The first thing to do is make sure all devices on your home network adhere to a strict compliance policy. Ensure personal laptops/desktop are running Windows 10, has the latest security patches installed, has anti malware software, update the anti-malware software to perform daily scans.
Ideally you should install advanced endpoint software on any personal laptops – this will detect unusual behaviour.
Whilst staff are using company laptops, ensure that all up-dates and scans are still active for windows patches and anti-malware.
BitLocker – Windows Users
If employees are taking company laptops off the business premises, then you should activate BitLocker (BitLocker is a feature of Windows, there are alternatives for Mac users).
If you are using a Windows device, you can activate the BitLocker application which will encrypt entire volumes on the device. BitLocker Drive Encryption is a data protection feature that integrates with the operating system and addresses the threats of data theft or exposure from lost, stolen, or inappropriately decommissioned computers.
Make sure to record the encryption key – if you lose it you won’t be able to access the data.
Advanced Email Security
Email is currently a high-risk target for most organisations right now.
Whether you run a business, charity or an educational establishment; it is recommended that you use an e-mail filtering service that scans all e-mails for threats such as malware, phishing or impersonation. It’s especially important to scan attachments, if your staff are using their own devices.
Ensure your DNS records are up to date. Correctly configured SPF and DMarc records can stop spoofing your organisations e-mail domain.
If your employees have no choice but to use personal home computers, you can provide controlled access to your systems.
You may already have a next-generation firewall. Is it configured to allow remote access via a Virtual Private Network (VPN)? Setup a VPN for employees to use, of whom will be connected via a VPN client. Staff can then connect to your network.
When staff connect to the firewall, enforce a policy to check all endpoints connecting are compliant with anti-malware software, patch levels etc.
We recommend you restrict access from personal laptops to a server that provides remote desktops or VDI sessions.
Microsoft remote desktop service or virtual desktop technology allows you to install your applications, mapped drives and printers etc in a central place or via individual virtual desktops.
You will need to license a new virtual server, each virtual desktop and buy client access licenses for RDS.
- Ensure its patched to the latest firmware.
- Ensure that the firewalls are configured to monitor all incoming traffic, even trusted sources.
- Ensure your firewalls scans encrypted traffic over a VPN.
- Ensure that your firewall or endpoint solution is decrypting SSL traffic – most malware sites will use SSL (Https) to bypass any security.
Utilising Cloud Storage
Having access to files on-the-go means that should you need to work from home suddenly, the risk of disruption in workflow is significantly reduced.
A cloud storage system and a strong Internet connection makes accessing and manipulating data relatively simple and pain-free.
Collaborative platforms play a crucial role in helping a remote team’s function efficiently and to meet goals effectively. It will also help to increase productivity and help your team communicate across multiple time zones, if necessary.
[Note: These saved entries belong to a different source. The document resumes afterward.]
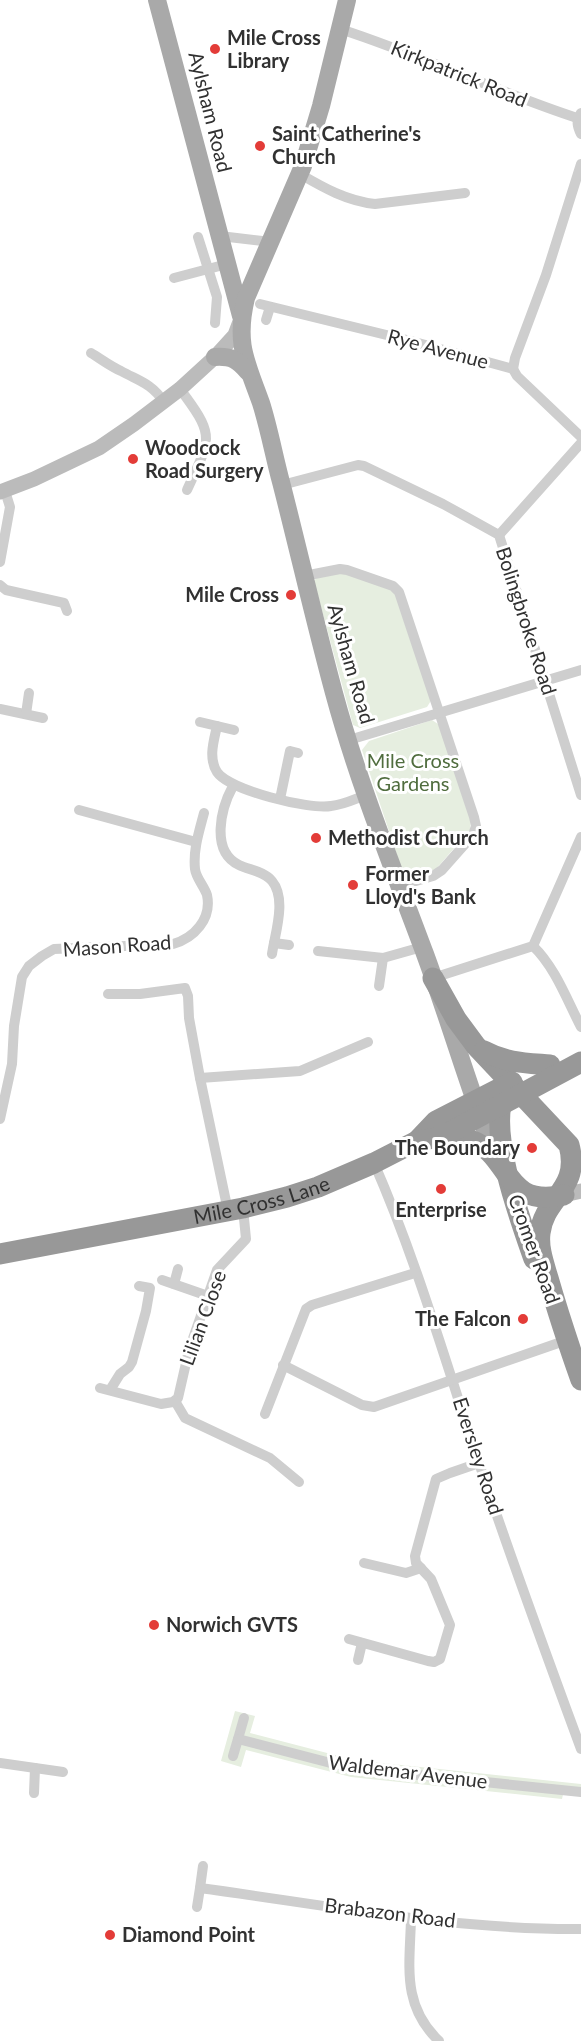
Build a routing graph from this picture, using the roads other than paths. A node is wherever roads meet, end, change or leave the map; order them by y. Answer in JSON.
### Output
{"nodes":[{"id":1,"x":157,"y":0,"type":"edge"},
{"id":2,"x":347,"y":0,"type":"edge"},
{"id":3,"x":340,"y":30,"type":"junction"},
{"id":4,"x":579,"y":115,"type":"edge"},
{"id":5,"x":581,"y":134,"type":"edge"},
{"id":6,"x":581,"y":164,"type":"edge"},
{"id":7,"x":300,"y":174,"type":"junction"},
{"id":8,"x":465,"y":193,"type":"dead end"},
{"id":9,"x":220,"y":236,"type":"junction"},
{"id":10,"x":198,"y":237,"type":"dead end"},
{"id":11,"x":272,"y":242,"type":"junction"},
{"id":12,"x":227,"y":264,"type":"junction"},
{"id":13,"x":208,"y":268,"type":"junction"},
{"id":14,"x":174,"y":278,"type":"dead end"},
{"id":15,"x":241,"y":317,"type":"junction"},
{"id":16,"x":266,"y":320,"type":"dead end"},
{"id":17,"x":215,"y":323,"type":"dead end"},
{"id":18,"x":91,"y":353,"type":"dead end"},
{"id":19,"x":215,"y":357,"type":"junction"},
{"id":20,"x":513,"y":369,"type":"junction"},
{"id":21,"x":248,"y":372,"type":"junction"},
{"id":22,"x":180,"y":389,"type":"junction"},
{"id":23,"x":164,"y":402,"type":"junction"},
{"id":24,"x":261,"y":404,"type":"junction"},
{"id":25,"x":581,"y":437,"type":"edge"},
{"id":26,"x":581,"y":443,"type":"edge"},
{"id":27,"x":282,"y":485,"type":"junction"},
{"id":28,"x":187,"y":490,"type":"dead end"},
{"id":29,"x":3,"y":491,"type":"edge"},
{"id":30,"x":499,"y":535,"type":"junction"},
{"id":31,"x":0,"y":562,"type":"edge"},
{"id":32,"x":304,"y":576,"type":"junction"},
{"id":33,"x":0,"y":585,"type":"edge"},
{"id":34,"x":67,"y":604,"type":"dead end"},
{"id":35,"x":581,"y":670,"type":"edge"},
{"id":36,"x":545,"y":681,"type":"junction"},
{"id":37,"x":29,"y":693,"type":"dead end"},
{"id":38,"x":0,"y":709,"type":"edge"},
{"id":39,"x":26,"y":714,"type":"junction"},
{"id":40,"x":440,"y":714,"type":"junction"},
{"id":41,"x":43,"y":718,"type":"dead end"},
{"id":42,"x":200,"y":722,"type":"dead end"},
{"id":43,"x":217,"y":726,"type":"junction"},
{"id":44,"x":234,"y":730,"type":"dead end"},
{"id":45,"x":349,"y":740,"type":"junction"},
{"id":46,"x":279,"y":748,"type":"dead end"},
{"id":47,"x":233,"y":786,"type":"junction"},
{"id":48,"x":366,"y":795,"type":"junction"},
{"id":49,"x":581,"y":795,"type":"edge"},
{"id":50,"x":280,"y":799,"type":"junction"},
{"id":51,"x":79,"y":810,"type":"dead end"},
{"id":52,"x":204,"y":813,"type":"dead end"},
{"id":53,"x":581,"y":837,"type":"edge"},
{"id":54,"x":196,"y":842,"type":"junction"},
{"id":55,"x":399,"y":886,"type":"junction"},
{"id":56,"x":290,"y":945,"type":"dead end"},
{"id":57,"x":533,"y":946,"type":"junction"},
{"id":58,"x":422,"y":947,"type":"junction"},
{"id":59,"x":318,"y":951,"type":"dead end"},
{"id":60,"x":383,"y":958,"type":"junction"},
{"id":61,"x":433,"y":978,"type":"junction"},
{"id":62,"x":378,"y":986,"type":"dead end"},
{"id":63,"x":108,"y":994,"type":"dead end"},
{"id":64,"x":456,"y":1019,"type":"junction"},
{"id":65,"x":581,"y":1027,"type":"edge"},
{"id":66,"x":368,"y":1042,"type":"dead end"},
{"id":67,"x":476,"y":1046,"type":"junction"},
{"id":68,"x":581,"y":1061,"type":"edge"},
{"id":69,"x":550,"y":1065,"type":"junction"},
{"id":70,"x":200,"y":1078,"type":"junction"},
{"id":71,"x":493,"y":1101,"type":"junction"},
{"id":72,"x":543,"y":1118,"type":"junction"},
{"id":73,"x":0,"y":1119,"type":"edge"},
{"id":74,"x":441,"y":1137,"type":"junction"},
{"id":75,"x":417,"y":1141,"type":"junction"},
{"id":76,"x":575,"y":1150,"type":"edge"},
{"id":77,"x":499,"y":1153,"type":"junction"},
{"id":78,"x":374,"y":1163,"type":"junction"},
{"id":79,"x":510,"y":1181,"type":"junction"},
{"id":80,"x":572,"y":1193,"type":"edge"},
{"id":81,"x":236,"y":1209,"type":"junction"},
{"id":82,"x":99,"y":1234,"type":"junction"},
{"id":83,"x":0,"y":1240,"type":"edge"},
{"id":84,"x":0,"y":1254,"type":"edge"},
{"id":85,"x":178,"y":1269,"type":"dead end"},
{"id":86,"x":415,"y":1273,"type":"junction"},
{"id":87,"x":174,"y":1284,"type":"junction"},
{"id":88,"x":208,"y":1296,"type":"junction"},
{"id":89,"x":559,"y":1317,"type":"junction"},
{"id":90,"x":567,"y":1340,"type":"junction"},
{"id":91,"x":283,"y":1365,"type":"junction"},
{"id":92,"x":581,"y":1380,"type":"edge"},
{"id":93,"x":453,"y":1381,"type":"junction"},
{"id":94,"x":175,"y":1401,"type":"junction"},
{"id":95,"x":265,"y":1414,"type":"dead end"},
{"id":96,"x":479,"y":1463,"type":"junction"},
{"id":97,"x":299,"y":1482,"type":"dead end"},
{"id":98,"x":364,"y":1563,"type":"dead end"},
{"id":99,"x":421,"y":1568,"type":"junction"},
{"id":100,"x":349,"y":1639,"type":"dead end"},
{"id":101,"x":362,"y":1643,"type":"junction"},
{"id":102,"x":358,"y":1660,"type":"dead end"},
{"id":103,"x":244,"y":1718,"type":"dead end"},
{"id":104,"x":238,"y":1739,"type":"junction"},
{"id":105,"x":581,"y":1749,"type":"edge"},
{"id":106,"x":233,"y":1756,"type":"dead end"},
{"id":107,"x":0,"y":1763,"type":"edge"},
{"id":108,"x":35,"y":1768,"type":"junction"},
{"id":109,"x":63,"y":1772,"type":"dead end"},
{"id":110,"x":581,"y":1792,"type":"edge"},
{"id":111,"x":33,"y":1793,"type":"dead end"},
{"id":112,"x":203,"y":1866,"type":"dead end"},
{"id":113,"x":200,"y":1888,"type":"junction"},
{"id":114,"x":197,"y":1907,"type":"dead end"},
{"id":115,"x":411,"y":1918,"type":"junction"},
{"id":116,"x":581,"y":1929,"type":"edge"},
{"id":117,"x":439,"y":2041,"type":"edge"}],
"edges":[{"from":1,"to":9,"type":"main road","name":"Aylsham Road"},
{"from":2,"to":3,"type":"main road"},
{"from":3,"to":4,"type":"street","name":"Kirkpatrick Road"},
{"from":3,"to":7,"type":"main road"},
{"from":4,"to":5,"type":"street"},
{"from":6,"to":20,"type":"street"},
{"from":7,"to":8,"type":"street"},
{"from":7,"to":11,"type":"main road"},
{"from":9,"to":11,"type":"street"},
{"from":9,"to":12,"type":"main road","name":"Aylsham Road"},
{"from":10,"to":13,"type":"street"},
{"from":11,"to":15,"type":"main road"},
{"from":12,"to":13,"type":"street"},
{"from":12,"to":15,"type":"main road","name":"Aylsham Road"},
{"from":13,"to":14,"type":"street"},
{"from":13,"to":17,"type":"street"},
{"from":15,"to":19,"type":"street"},
{"from":15,"to":21,"type":"main road","name":"Aylsham Road"},
{"from":15,"to":24,"type":"main road","name":"Aylsham Road"},
{"from":16,"to":20,"type":"street","name":"Rye Avenue"},
{"from":18,"to":23,"type":"street"},
{"from":19,"to":21,"type":"main road"},
{"from":19,"to":22,"type":"street"},
{"from":20,"to":25,"type":"street","name":"Rye Avenue"},
{"from":21,"to":24,"type":"main road","name":"Aylsham Road"},
{"from":22,"to":23,"type":"street"},
{"from":22,"to":28,"type":"street"},
{"from":23,"to":29,"type":"street"},
{"from":24,"to":27,"type":"main road","name":"Aylsham Road"},
{"from":26,"to":30,"type":"street"},
{"from":27,"to":30,"type":"street","name":"Bolingbroke Road"},
{"from":27,"to":32,"type":"main road","name":"Aylsham Road"},
{"from":29,"to":31,"type":"street"},
{"from":30,"to":36,"type":"street","name":"Bolingbroke Road"},
{"from":32,"to":40,"type":"street"},
{"from":32,"to":45,"type":"main road","name":"Aylsham Road"},
{"from":33,"to":34,"type":"street"},
{"from":35,"to":36,"type":"street"},
{"from":36,"to":40,"type":"street"},
{"from":36,"to":49,"type":"street","name":"Bolingbroke Road"},
{"from":37,"to":39,"type":"street"},
{"from":38,"to":39,"type":"street"},
{"from":39,"to":41,"type":"street"},
{"from":40,"to":45,"type":"street"},
{"from":40,"to":55,"type":"street"},
{"from":42,"to":43,"type":"street"},
{"from":43,"to":44,"type":"street"},
{"from":43,"to":47,"type":"street"},
{"from":45,"to":48,"type":"main road","name":"Aylsham Road"},
{"from":46,"to":50,"type":"street"},
{"from":47,"to":50,"type":"street"},
{"from":47,"to":56,"type":"street"},
{"from":48,"to":50,"type":"street"},
{"from":48,"to":55,"type":"main road","name":"Aylsham Road"},
{"from":51,"to":54,"type":"street"},
{"from":52,"to":54,"type":"street","name":"Mason Road"},
{"from":53,"to":57,"type":"street"},
{"from":54,"to":73,"type":"street","name":"Mason Road"},
{"from":55,"to":58,"type":"main road","name":"Aylsham Road"},
{"from":57,"to":61,"type":"street"},
{"from":57,"to":65,"type":"street"},
{"from":58,"to":60,"type":"street"},
{"from":58,"to":61,"type":"main road","name":"Aylsham Road"},
{"from":59,"to":60,"type":"street"},
{"from":60,"to":62,"type":"street"},
{"from":61,"to":64,"type":"highway"},
{"from":61,"to":71,"type":"main road","name":"Aylsham Road"},
{"from":63,"to":70,"type":"street"},
{"from":64,"to":67,"type":"highway"},
{"from":64,"to":71,"type":"highway","name":"Cromer Road"},
{"from":66,"to":70,"type":"street"},
{"from":67,"to":69,"type":"highway"},
{"from":67,"to":71,"type":"highway"},
{"from":68,"to":69,"type":"highway"},
{"from":68,"to":71,"type":"highway"},
{"from":68,"to":72,"type":"highway"},
{"from":69,"to":71,"type":"highway"},
{"from":70,"to":81,"type":"street"},
{"from":71,"to":72,"type":"highway"},
{"from":71,"to":74,"type":"highway","name":"Mile Cross Lane"},
{"from":71,"to":75,"type":"highway"},
{"from":71,"to":77,"type":"highway","name":"Cromer Road"},
{"from":72,"to":76,"type":"highway"},
{"from":72,"to":77,"type":"highway"},
{"from":74,"to":75,"type":"highway","name":"Mile Cross Lane"},
{"from":74,"to":77,"type":"highway"},
{"from":75,"to":78,"type":"highway","name":"Mile Cross Lane"},
{"from":76,"to":80,"type":"highway","name":"Cromer Road"},
{"from":77,"to":79,"type":"highway","name":"Cromer Road"},
{"from":78,"to":81,"type":"highway","name":"Mile Cross Lane"},
{"from":78,"to":86,"type":"street","name":"Eversley Road"},
{"from":79,"to":80,"type":"highway"},
{"from":79,"to":89,"type":"highway","name":"Cromer Road"},
{"from":80,"to":89,"type":"highway","name":"Cromer Road"},
{"from":81,"to":82,"type":"highway","name":"Mile Cross Lane"},
{"from":81,"to":88,"type":"street","name":"Lilian Close"},
{"from":82,"to":83,"type":"highway","name":"Mile Cross Lane"},
{"from":82,"to":84,"type":"highway","name":"Mile Cross Lane"},
{"from":85,"to":87,"type":"street"},
{"from":86,"to":91,"type":"street"},
{"from":86,"to":93,"type":"street","name":"Eversley Road"},
{"from":87,"to":88,"type":"street"},
{"from":87,"to":94,"type":"street"},
{"from":88,"to":94,"type":"street","name":"Lilian Close"},
{"from":89,"to":90,"type":"highway","name":"Cromer Road"},
{"from":90,"to":92,"type":"highway","name":"Cromer Road"},
{"from":90,"to":93,"type":"street"},
{"from":91,"to":93,"type":"street"},
{"from":91,"to":95,"type":"street"},
{"from":93,"to":96,"type":"street","name":"Eversley Road"},
{"from":94,"to":97,"type":"street"},
{"from":96,"to":99,"type":"street"},
{"from":96,"to":105,"type":"street","name":"Eversley Road"},
{"from":98,"to":99,"type":"street"},
{"from":99,"to":101,"type":"street"},
{"from":100,"to":101,"type":"street"},
{"from":101,"to":102,"type":"street"},
{"from":103,"to":104,"type":"street"},
{"from":104,"to":106,"type":"street"},
{"from":104,"to":110,"type":"street","name":"Waldemar Avenue"},
{"from":107,"to":108,"type":"street"},
{"from":108,"to":109,"type":"street"},
{"from":108,"to":111,"type":"street"},
{"from":112,"to":113,"type":"street"},
{"from":113,"to":114,"type":"street"},
{"from":113,"to":115,"type":"street","name":"Brabazon Road"},
{"from":115,"to":116,"type":"street","name":"Brabazon Road"},
{"from":115,"to":117,"type":"street"}]}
Cloud storage can help remote workers (and their employers) establish a more secure platform for files, individual assignments, and shared work projects.
If you are using cloud systems, providing remote access or have laptops being taken out of the building then you should apply a secondary level of security on top of traditional passwords – two factor authentication (2FA). There are many free options out there, both Google and Microsoft have 2FA apps which you can download onto a mobile device. LastPass have a browser extension authenticator on their premium plans, and there are various suppliers of authenticator key fob devices for specific use cases, such as securing a laptop.
If you have installed 2fa, then consider relaxing the password policy until things return to normal. If you have many users with passwords expiring on the same day, this could be disruptive.
Most Important - Stay Connected
When working from home, it is always good to keep that team culture alive, especially when we may feel so distant during this bleak time.
Microsoft is making Teams available for everyone! Now you can utilise video calling and easily collaborate on documents for free with Microsoft Teams.
Working from home means a lot more video calls. Teams like to see each other when they collaborate, using your built-in webcam and basic headphones should work well enough, but if you can, it is worth getting some better-quality equipment to improve online communication.